### Aim of the task:
Calculate how many lines of the data hold "Nybruveien". The answer consists of that number only.
== Extracted records ==
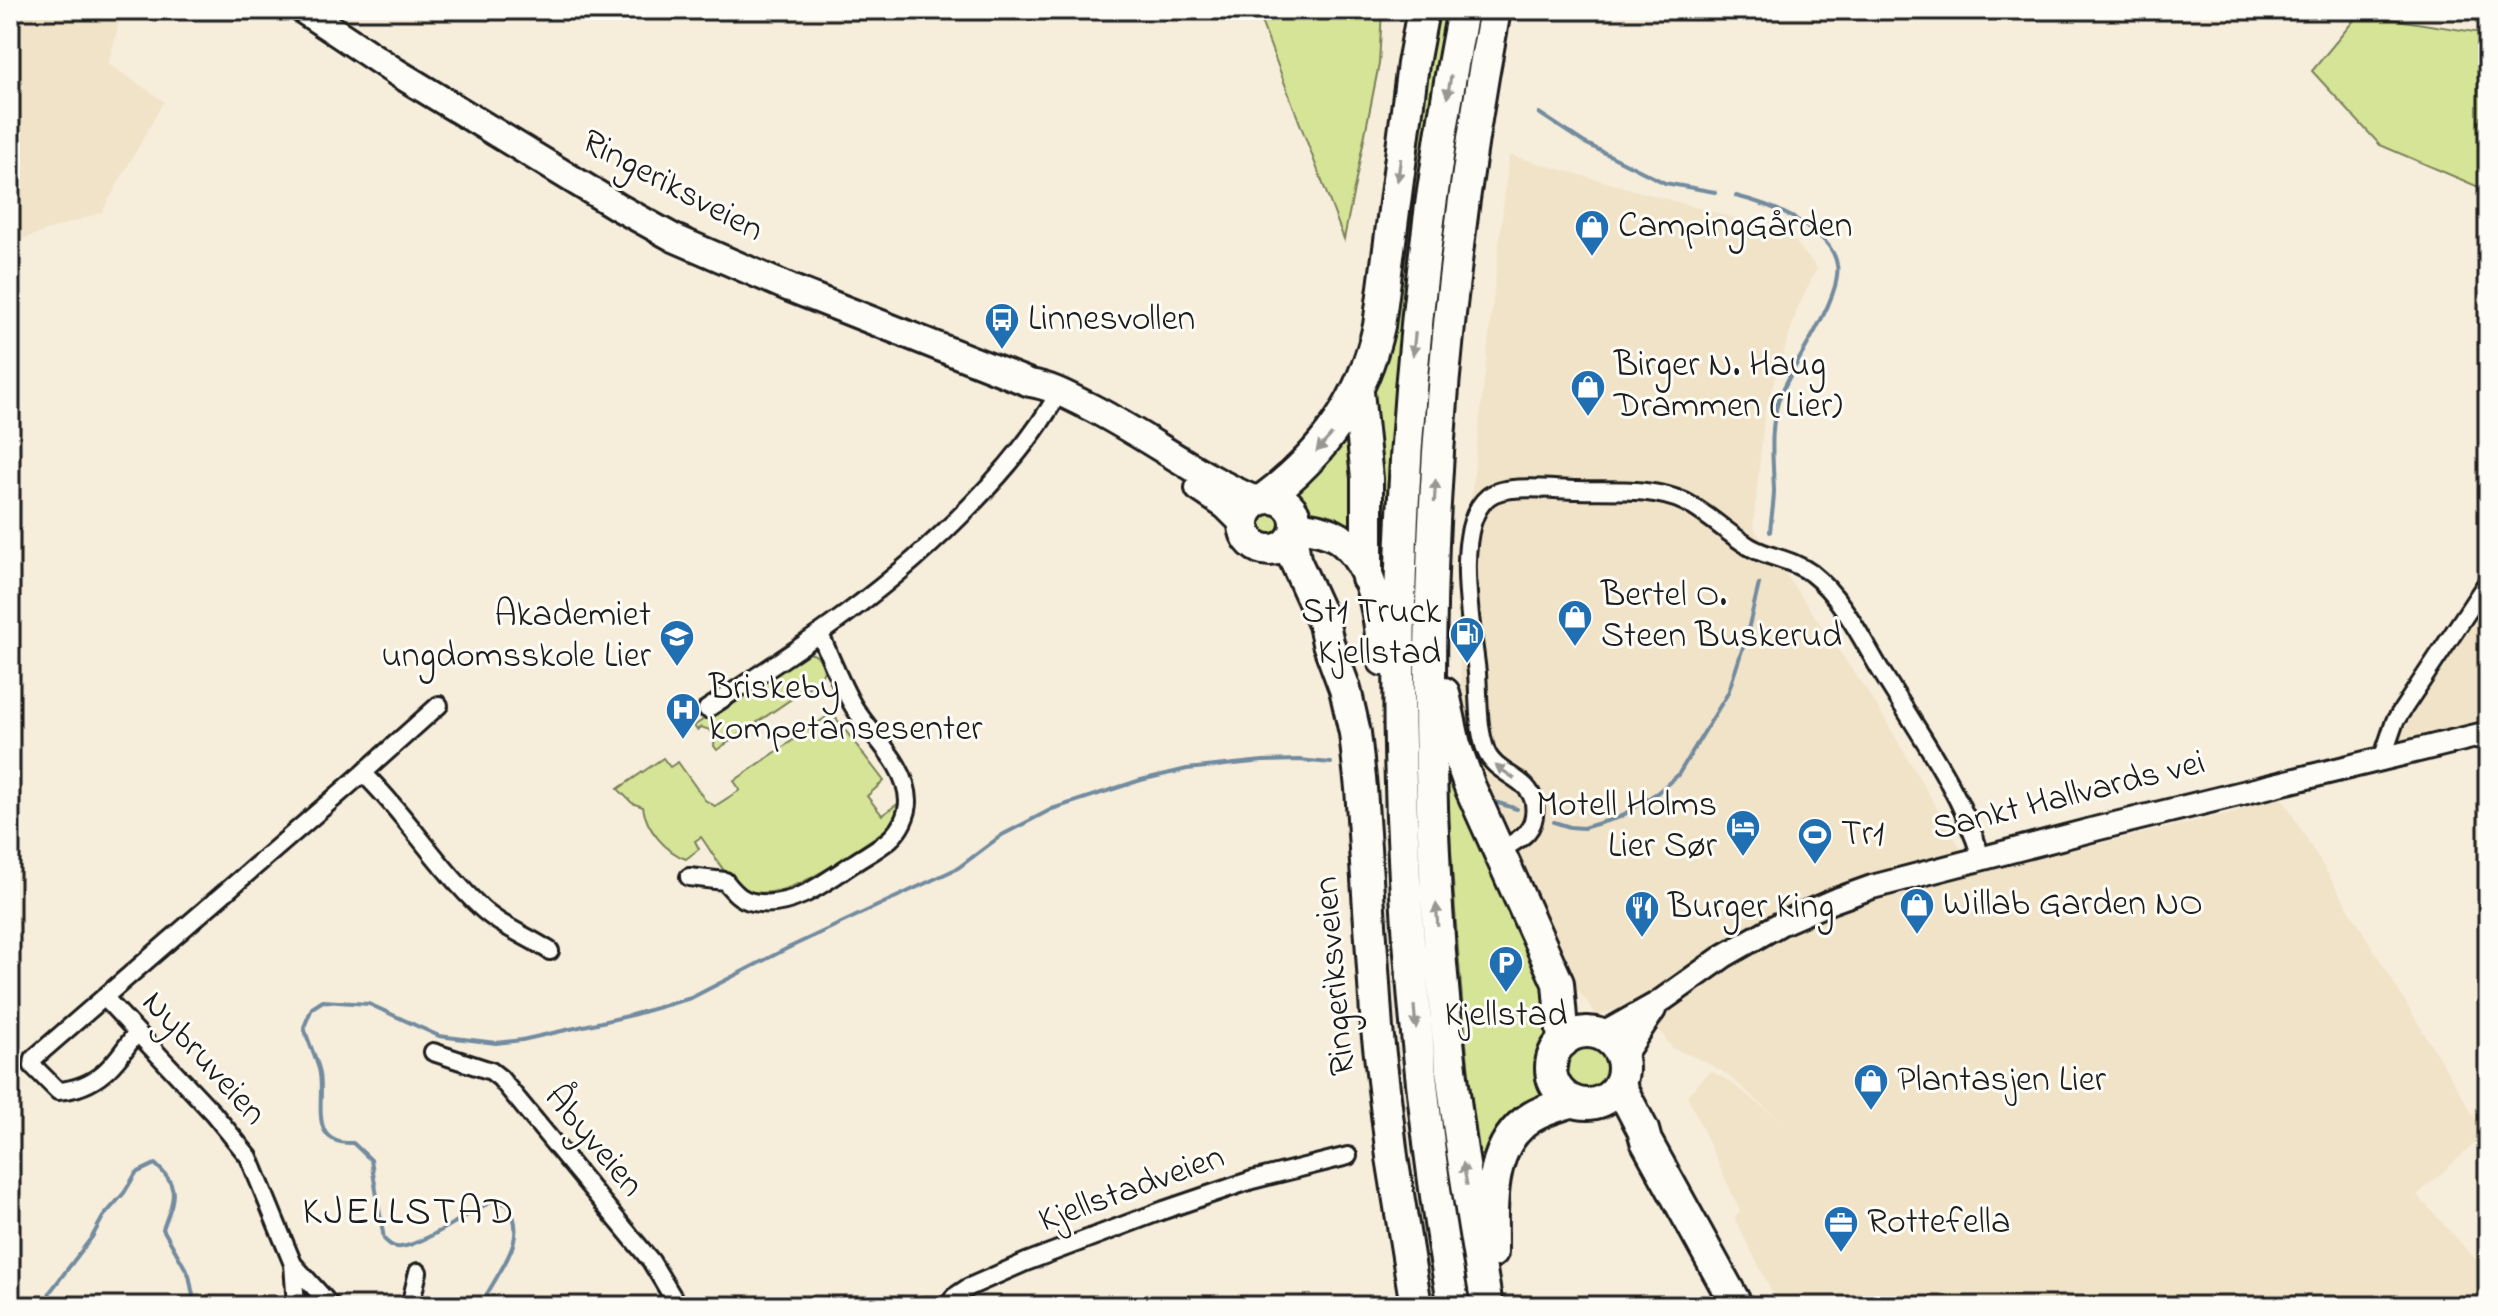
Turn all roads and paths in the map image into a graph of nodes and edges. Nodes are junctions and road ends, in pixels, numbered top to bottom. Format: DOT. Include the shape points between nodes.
graph roads {
  1 [pos="303,10"];
  2 [pos="1423,10"];
  3 [pos="1463,10"];
  4 [pos="1495,10"];
  5 [pos="1358,392"];
  6 [pos="1057,397"];
  7 [pos="1256,508"];
  8 [pos="1285,538"];
  9 [pos="1431,569"];
  10 [pos="1367,579"];
  11 [pos="2488,581"];
  12 [pos="820,634"];
  13 [pos="439,705"];
  14 [pos="707,709"];
  15 [pos="2488,733"];
  16 [pos="2382,759"];
  17 [pos="363,773"];
  18 [pos="1400,800"];
  19 [pos="1497,852"];
  20 [pos="1981,857"];
  21 [pos="689,877"];
  22 [pos="550,951"];
  23 [pos="1558,983"];
  24 [pos="105,998"];
  25 [pos="1658,1003"];
  26 [pos="136,1033"];
  27 [pos="1597,1034"];
  28 [pos="1563,1042"];
  29 [pos="433,1052"];
  30 [pos="1620,1071"];
  31 [pos="1584,1102"];
  32 [pos="1646,1141"];
  33 [pos="1348,1156"];
  34 [pos="293,1264"];
  35 [pos="418,1272"];
  36 [pos="296,1306"];
  37 [pos="331,1306"];
  38 [pos="410,1306"];
  39 [pos="678,1306"];
  40 [pos="925,1306"];
  41 [pos="937,1306"];
  42 [pos="949,1306"];
  43 [pos="1416,1306"];
  44 [pos="1454,1306"];
  45 [pos="1487,1306"];
  46 [pos="1499,1306"];
  47 [pos="1737,1306"];
  1 -- 6 [label="main road, Ringeriksveien" via="408,80 674,238 1045,386"];
  2 -- 5 [label="highway, one-way" via="1379,326"];
  3 -- 18 [label="highway, one-way" via="1431,197 1408,419 1399,643"];
  9 -- 4 [label="highway, one-way" via="1449,312"];
  5 -- 7 [label="highway, one-way" via="1326,442"];
  5 -- 10 [label="highway" via="1367,466"];
  6 -- 7 [label="main road, Ringeriksveien" via="1226,506"];
  6 -- 12 [label="street" via="1006,468 942,535"];
  7 -- 8 [label="highway" via="1285,502 1294,513"];
  7 -- 8 [label="highway" via="1248,538 1253,543"];
  8 -- 10 [label="highway" via="1321,530 1341,540"];
  8 -- 43 [label="highway, Ringeriksveien" via="1315,628 1328,643 1345,689 1358,756 1377,1029"];
  9 -- 19 [label="highway" via="1443,604 1450,728"];
  45 -- 9 [label="highway, one-way" via="1457,1124 1437,915 1430,751"];
  10 -- 18 [label="highway" via="1382,642 1386,751"];
  11 -- 16 [label="street" via="2395,721"];
  12 -- 14 [label="street"];
  12 -- 21 [label="street" via="851,703 903,775 908,806 902,824 890,839 806,894 780,902 745,901 725,881"];
  13 -- 17 [label="street, Nybruveien"];
  15 -- 16 [label="main road, Sankt Hallvards vei"];
  16 -- 20 [label="main road, Sankt Hallvards vei"];
  17 -- 22 [label="street" via="477,904"];
  17 -- 24 [label="street, Nybruveien"];
  18 -- 44 [label="highway, one-way" via="1425,1115"];
  19 -- 20 [label="street, one-way" via="1524,838 1534,803 1528,790 1490,759 1480,722 1468,622 1468,551 1482,503 1513,489 1673,498 1752,548 1810,573 1852,624 1961,805"];
  19 -- 23 [label="highway"];
  20 -- 25 [label="main road, Sankt Hallvards vei" via="1906,876 1798,915 1724,956"];
  23 -- 27 [label="highway"];
  23 -- 28 [label="highway"];
  24 -- 26 [label="street, Nybruveien"];
  24 -- 26 [label="street" via="34,1058 37,1072 58,1091 86,1086 100,1078"];
  25 -- 27 [label="main road, Sankt Hallvards vei"];
  25 -- 30 [label="main road, Sankt Hallvards vei"];
  26 -- 34 [label="street, Nybruveien" via="249,1157"];
  27 -- 28 [label="highway" via="1577,1034"];
  27 -- 30 [label="highway" via="1612,1042"];
  28 -- 31 [label="highway" via="1554,1055 1553,1078 1560,1092"];
  29 -- 39 [label="street, Åbyveien" via="500,1078 644,1252"];
  30 -- 31 [label="highway" via="1612,1095"];
  30 -- 32 [label="highway"];
  31 -- 32 [label="highway" via="1621,1120"];
  31 -- 46 [label="highway" via="1544,1111 1522,1125 1500,1158 1492,1215"];
  32 -- 47 [label="highway"];
  33 -- 42 [label="street, Kjellstadveien" via="1252,1180 1119,1226 969,1287"];
  34 -- 36 [label="street, Nybruveien"];
  34 -- 37 [label="street"];
  35 -- 38 [label="street"];
  40 -- 41 [label="street"];
}
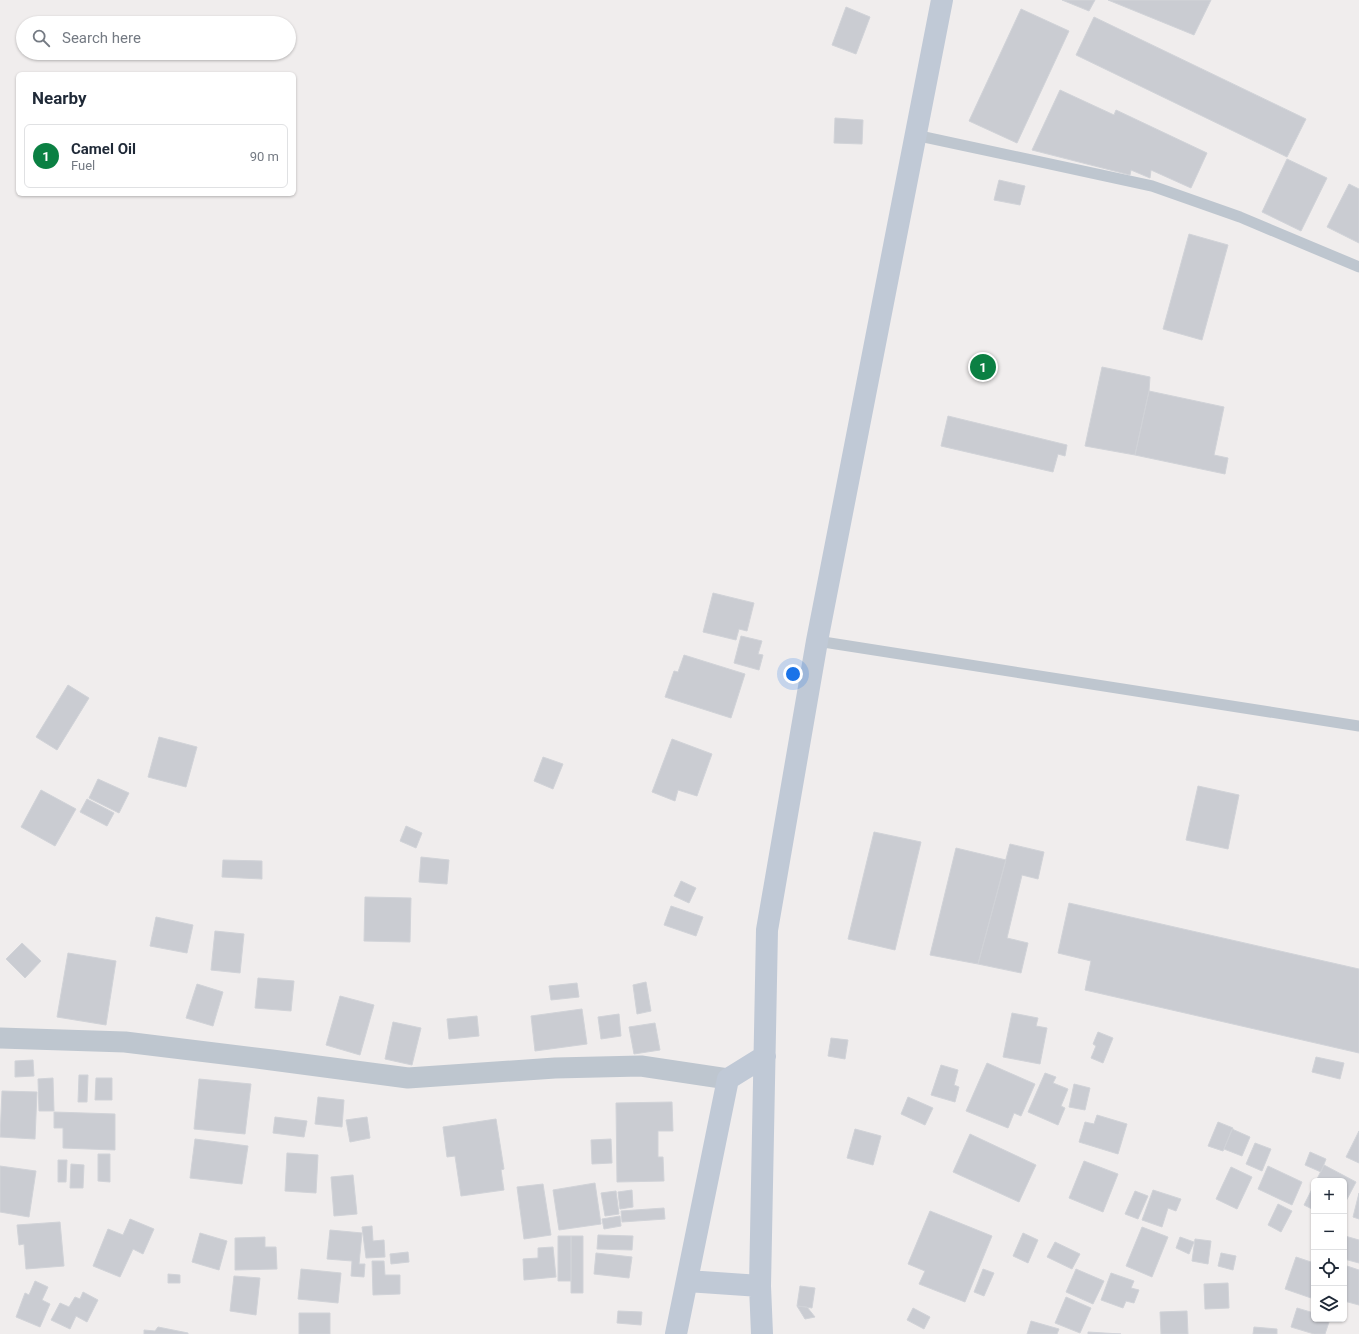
===
### Response:
5